▶ **INFORMATION SUPPLIED**:
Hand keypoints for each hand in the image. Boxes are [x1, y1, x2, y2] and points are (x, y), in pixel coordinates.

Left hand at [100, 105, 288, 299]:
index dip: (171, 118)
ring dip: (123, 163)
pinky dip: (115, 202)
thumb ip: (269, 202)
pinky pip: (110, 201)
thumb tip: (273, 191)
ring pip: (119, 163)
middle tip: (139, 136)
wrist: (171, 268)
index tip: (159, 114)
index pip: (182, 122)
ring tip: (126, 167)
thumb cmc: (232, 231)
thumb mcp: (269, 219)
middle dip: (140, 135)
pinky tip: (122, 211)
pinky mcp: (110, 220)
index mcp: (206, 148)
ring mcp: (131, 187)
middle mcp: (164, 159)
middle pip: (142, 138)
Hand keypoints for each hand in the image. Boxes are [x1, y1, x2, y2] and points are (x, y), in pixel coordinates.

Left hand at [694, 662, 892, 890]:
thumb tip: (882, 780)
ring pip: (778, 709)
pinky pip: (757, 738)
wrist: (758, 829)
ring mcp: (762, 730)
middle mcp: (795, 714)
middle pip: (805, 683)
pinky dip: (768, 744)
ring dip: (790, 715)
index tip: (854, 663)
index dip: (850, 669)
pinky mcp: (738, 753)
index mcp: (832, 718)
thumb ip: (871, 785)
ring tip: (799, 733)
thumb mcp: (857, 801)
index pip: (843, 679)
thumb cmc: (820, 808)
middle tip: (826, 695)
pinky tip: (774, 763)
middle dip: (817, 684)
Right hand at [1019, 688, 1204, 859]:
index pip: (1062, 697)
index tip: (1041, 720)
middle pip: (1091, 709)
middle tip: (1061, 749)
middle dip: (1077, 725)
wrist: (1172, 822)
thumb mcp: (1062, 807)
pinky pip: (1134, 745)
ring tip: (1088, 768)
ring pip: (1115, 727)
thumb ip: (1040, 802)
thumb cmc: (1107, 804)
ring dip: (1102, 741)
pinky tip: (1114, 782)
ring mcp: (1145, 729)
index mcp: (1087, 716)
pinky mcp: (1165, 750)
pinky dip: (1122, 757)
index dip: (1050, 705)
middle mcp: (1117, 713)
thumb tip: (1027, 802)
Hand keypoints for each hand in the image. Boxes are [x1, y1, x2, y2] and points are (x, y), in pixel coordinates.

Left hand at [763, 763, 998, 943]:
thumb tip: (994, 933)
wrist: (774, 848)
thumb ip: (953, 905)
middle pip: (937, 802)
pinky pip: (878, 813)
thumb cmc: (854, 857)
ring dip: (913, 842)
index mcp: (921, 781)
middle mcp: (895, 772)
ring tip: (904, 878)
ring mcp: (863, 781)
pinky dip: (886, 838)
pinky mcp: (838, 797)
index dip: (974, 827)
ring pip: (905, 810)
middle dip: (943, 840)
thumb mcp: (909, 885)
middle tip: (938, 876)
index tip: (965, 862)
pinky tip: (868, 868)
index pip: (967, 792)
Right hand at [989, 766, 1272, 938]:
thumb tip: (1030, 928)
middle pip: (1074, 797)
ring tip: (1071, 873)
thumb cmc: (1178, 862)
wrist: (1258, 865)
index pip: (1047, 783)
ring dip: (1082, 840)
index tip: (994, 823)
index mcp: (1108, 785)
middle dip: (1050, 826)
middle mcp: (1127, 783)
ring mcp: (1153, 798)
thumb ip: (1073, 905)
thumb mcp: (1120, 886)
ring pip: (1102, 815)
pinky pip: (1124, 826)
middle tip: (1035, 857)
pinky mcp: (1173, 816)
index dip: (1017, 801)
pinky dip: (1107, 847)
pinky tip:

▶ **PROBLEM TO SOLVE**: Would you please copy every line of the data exactly?

▶ **REPLY**:
Hand keypoints for each hand in the image. Boxes are [x1, y1, x2, y2] and points are (x, y), in pixel coordinates.

Left hand at [100, 105, 288, 299]:
index dip: (171, 118)
ring dip: (123, 163)
pinky dip: (115, 202)
thumb ip: (269, 202)
pinky pip: (110, 201)
thumb tip: (273, 191)
ring pip: (119, 163)
middle tip: (139, 136)
wrist: (171, 268)
index tip: (159, 114)
index pip: (182, 122)
ring tip: (126, 167)
thumb cmc: (232, 231)
thumb mcp: (269, 219)
middle dip: (140, 135)
pinky tip: (122, 211)
pinky mcp: (110, 220)
index mcp: (206, 148)
ring mcp: (131, 187)
middle mcp: (164, 159)
middle pip: (142, 138)
Hand keypoints for each hand in the image. Boxes are [x1, y1, x2, y2] and points are (x, y), in pixel coordinates.

Left hand at [694, 662, 892, 890]:
thumb tip: (882, 780)
ring pip: (778, 709)
pinky pip: (757, 738)
wrist: (758, 829)
ring mcp: (762, 730)
middle mcp: (795, 714)
middle pip: (805, 683)
pinky dip: (768, 744)
ring dip: (790, 715)
index tip: (854, 663)
index dip: (850, 669)
pinky mcp: (738, 753)
index mcp: (832, 718)
thumb ip: (871, 785)
ring tip: (799, 733)
thumb mcp: (857, 801)
index pip: (843, 679)
thumb cmc: (820, 808)
middle tip: (826, 695)
pinky tip: (774, 763)
middle dip: (817, 684)
Right hand at [1019, 688, 1204, 859]:
index pip: (1062, 697)
index tip: (1041, 720)
middle pip: (1091, 709)
middle tip: (1061, 749)
middle dip: (1077, 725)
wrist: (1172, 822)
thumb mcp: (1062, 807)
pinky pip: (1134, 745)
ring tip: (1088, 768)
ring pip: (1115, 727)
thumb ip: (1040, 802)
thumb cmc: (1107, 804)
ring dip: (1102, 741)
pinky tip: (1114, 782)
ring mcp: (1145, 729)
index mcp: (1087, 716)
pinky mcp: (1165, 750)
pinky dip: (1122, 757)
index dip: (1050, 705)
middle mcp: (1117, 713)
thumb tip: (1027, 802)
Hand keypoints for each hand in the image. Boxes are [x1, y1, x2, y2] and points are (x, y), in pixel coordinates.

Left hand at [763, 763, 998, 943]:
thumb tip: (994, 933)
wrist: (774, 848)
thumb ip: (953, 905)
middle pip: (937, 802)
pinky pip: (878, 813)
thumb cmc: (854, 857)
ring dip: (913, 842)
index mcp: (921, 781)
middle mcp: (895, 772)
ring tip: (904, 878)
ring mcp: (863, 781)
pinky dip: (886, 838)
pinky mcp: (838, 797)
index dip: (974, 827)
ring pip: (905, 810)
middle dip: (943, 840)
thumb mcp: (909, 885)
middle tip: (938, 876)
index tip: (965, 862)
pinky tip: (868, 868)
index pip: (967, 792)
Right hand at [989, 766, 1272, 938]:
thumb tip: (1030, 928)
middle pip: (1074, 797)
ring tip: (1071, 873)
thumb cmc: (1178, 862)
wrist: (1258, 865)
index pip: (1047, 783)
ring dip: (1082, 840)
index tip: (994, 823)
index mcp: (1108, 785)
middle dip: (1050, 826)
middle mcp: (1127, 783)
ring mcp: (1153, 798)
thumb ip: (1073, 905)
thumb mcp: (1120, 886)
ring pip: (1102, 815)
pinky pip: (1124, 826)
middle tip: (1035, 857)
pinky mcp: (1173, 816)
index dip: (1017, 801)
pinky dip: (1107, 847)
pinky tip:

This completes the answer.